Internal stirrup confinement can significantly enhance the fire resistance of concrete-filled steel tubular (CFST) columns. Even without any fire protection, this approach still enables the columns to meet the design requirements for the corresponding fire resistance rating, providing a novel method for structural fire protection design and enhancing the safe service life of structures. This paper designed and fabricated three full-scale rectangular CFST columns and conducted fire test on them under the combined effects of standard fire exposure and axial loading. The study investigated the fire performance enhancement of such members via internal rectangular spiral stirrups, and examined the influence of stirrup spacing on their fire resistance. Based on the existing mechanical constitutive models of materials at elevated temperature, this study developed a numerical model for rectangular CFST columns and revealed the mechanism by which the spiral stirrups constrain the core concrete to enhance the fire resistance. The research results indicate that, with equivalent or slightly lower total steel usage, the internal rectangular spiral stirrups can significantly improve the fire resistance of such columns, with an increase in fire resistance of up to 104.1%. By reasonably designing the stirrups parameters, this type of axially compressed column can meet the Class Ⅱ fire resistance rating requirements for 150 minutes without the need of a fire protection layer on the steel tube surface. When the stirrup spacing increases from 40 mm to 80 mm, its effect on the fire resistance of such members is relatively small. The established numerical model can effectively predict the fire resistance of rectangular CFST columns with internal rectangular spiral stirrups, but its accuracy in predicting deformation at different heating time is less satisfactory.

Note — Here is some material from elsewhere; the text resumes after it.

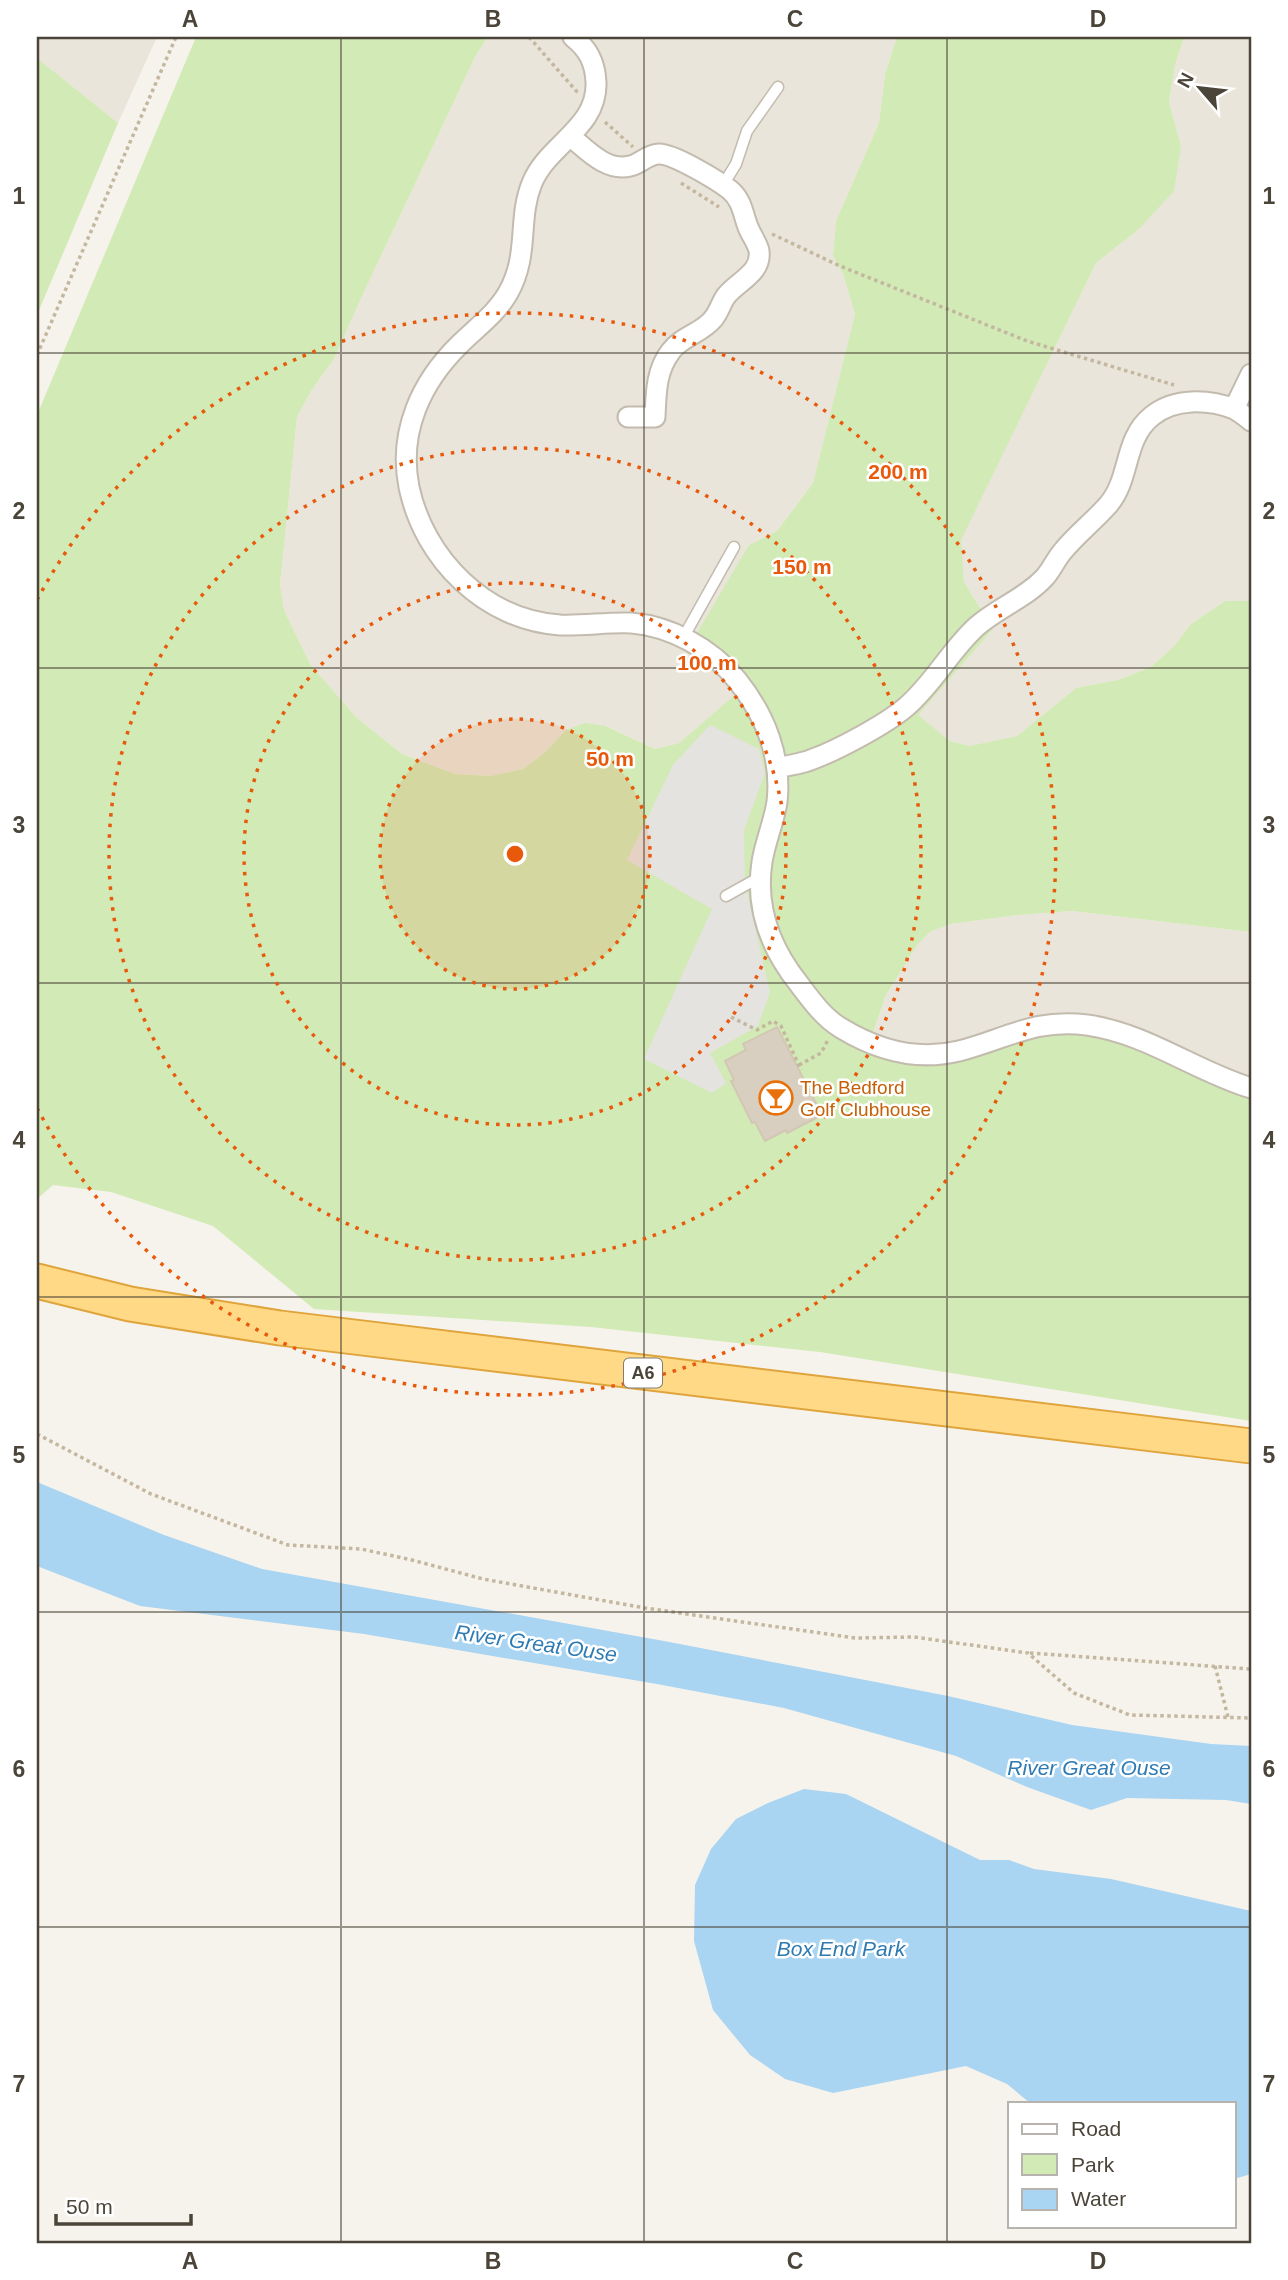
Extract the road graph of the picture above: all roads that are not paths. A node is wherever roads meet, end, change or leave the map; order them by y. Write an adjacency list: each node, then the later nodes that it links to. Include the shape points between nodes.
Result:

Key words: rectangular spiral stirrup, rectangular CFST column, fire resistance, stirrup spacing, confinement

CLC Number:

TU375.2

QIU Peiyun, ZANG Jianbo, WANG Xinxiang. Enhancing Effect of Rectangular Spiral Stirrups on the Fire Resistance of Concrete-Filled Rectangular Steel Tubular Columns[J]. Journal of South China University of Technology(Natural Science Edition), 2026, 54(2): 123-132.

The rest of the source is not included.